Companies often use open source and supplement certain functionalities or graphical controls with their own libraries. These, in turn, are developed by only one team and made available as separate packages or libraries to other development teams. This is efficient and convenient because the broad set of development teams does not have to worry about it, yet the look-and-feel remains consistent across different applications or services.

If the companies now play software back to the community and the references to such “private” packages are not removed from the source code, the release will carry the name of these packages outside. This in itself is not that dangerous. It only becomes interesting if the information is exploited for a dependency attack (see next page).

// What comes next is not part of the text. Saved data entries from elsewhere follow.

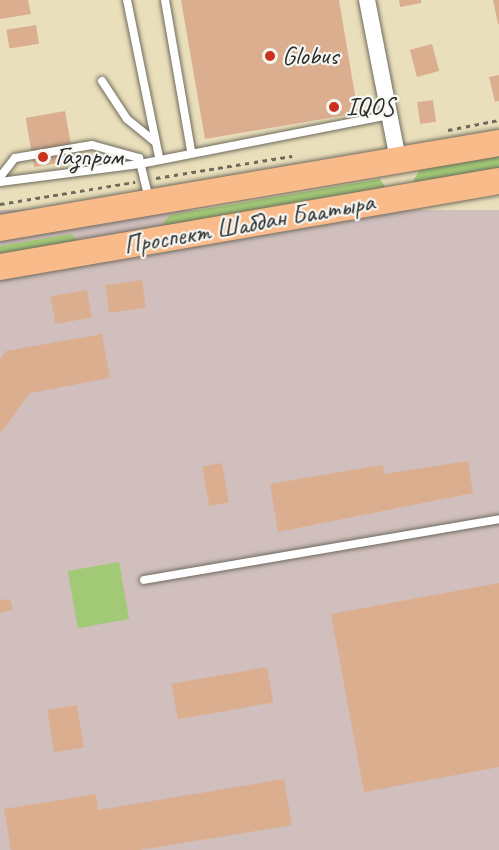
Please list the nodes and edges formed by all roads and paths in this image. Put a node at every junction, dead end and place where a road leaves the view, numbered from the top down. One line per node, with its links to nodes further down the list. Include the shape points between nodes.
1 (127, 0): 8 (lane)
2 (165, 0): 10 (lane)
3 (367, 0): 5 (street)
4 (102, 81): 8 (lane, via 127,119)
5 (390, 115): 10 (lane); 13 (street)
6 (499, 120): 7 (path)
7 (435, 132)
8 (154, 141): 12 (lane)
9 (499, 143): 13 (main road, Проспект Шабдан Баатыра)
10 (191, 150): 12 (lane)
11 (301, 155): 18 (path)
12 (159, 157): 14 (lane)
13 (398, 160): 18 (main road, Проспект Шабдан Баатыра); 19 (main road)
14 (140, 164): 15 (lane, via 139,158 92,144 15,158); 17 (lane); 18 (lane)
15 (0, 177)
16 (499, 181): 19 (main road, Проспект Шабдан Баатыра)
17 (0, 182)
18 (147, 191): 20 (path); 21 (main road, Проспект Шабдан Баатыра); 23 (main road)
19 (406, 197): 23 (main road, Проспект Шабдан Баатыра)
20 (0, 204)
21 (89, 213): 22 (main road, Проспект Шабдан Баатыра); 24 (main road)
22 (0, 228)
23 (158, 239): 24 (main road, Проспект Шабдан Баатыра)
24 (96, 250): 25 (main road, Проспект Шабдан Баатыра)
25 (0, 267)
26 (499, 519): 27 (lane)
27 (144, 580)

How could you protect yourself from this to happen?

  • Component naming:
    If the internal component names follow a naming scheme, such as ORG.COPMANY.UNIT.UITOOLS, it becomes much more difficult for third parties to create corresponding names in the package managers without causing a stir. ORG.COPMANY.UNIT.UITOOLS is more noticeable than the 100th version of UITOOLS.
  • Configuration of packet manager proxies:
    To be successful in the attack, the local distribution mechanisms must be outwitted. It should be ensured that no updates are pulled from outside for certain package types, e.g. with the help of the name identifier or a simple blacklist.
  • Version control:
    With the help of a version history, it quickly becomes possible to determine which versions are in use. A jump from 1.2.3 to 69.1.0 can be discovered quickly or is noticeable.

What is a dependency confusion?

Modern package systems use package managers, especially to manage the ever-growing number of open source components. Each build specification therefore contains a list of the components to be included. In Java this is the POM.XML file, in Node.JS (JavaScript) it is the PACKAGES.JSON.

In this file the components and the minimum requirements to the components, the version numbers are indicated. Since many components change frequently, the requirements often contain not only the exact version number, e.g. 1.2.3, but a note like ^1.2.3, which means something like: “Give me at least 1.2.3 or newer.” . If the maintainer of the component updates to e.g. 1.2.4 (new patch) or 1.3.0 (new feature), the own solution would be able to profit from the innovations with the help of the formulation during the next build.

If a malicious actor now posts a newer version in a package manager, for example a 12.1.0, he can be relatively sure that this version would be provided by the package management for the context described above.
If the project now builds a new version, the malicious code would be pulled from outside, integrated into a QA system, and deployed there. Depending on the damage scenario chosen, a lot can be done with this.

You want to manage vulnerability protection along the complete lifecycle of your product?

TrustSource can help to protect you!

If you use TrustSource, it will know the current versions of your modules and solutions, as well as publicly available components. Sudden version jumps of publicly available components are detected by our systems and reported to our support team for review. Critical developments are reported back to the projects.

If you are already using TrustSource, you are probably familiar with the concept of “linked modules”, the integration of releases of your own software. If versions appear here that were previously unknown, this also leads to a report to the respective project manager. In this way, you can be sure to notice corresponding developments quickly.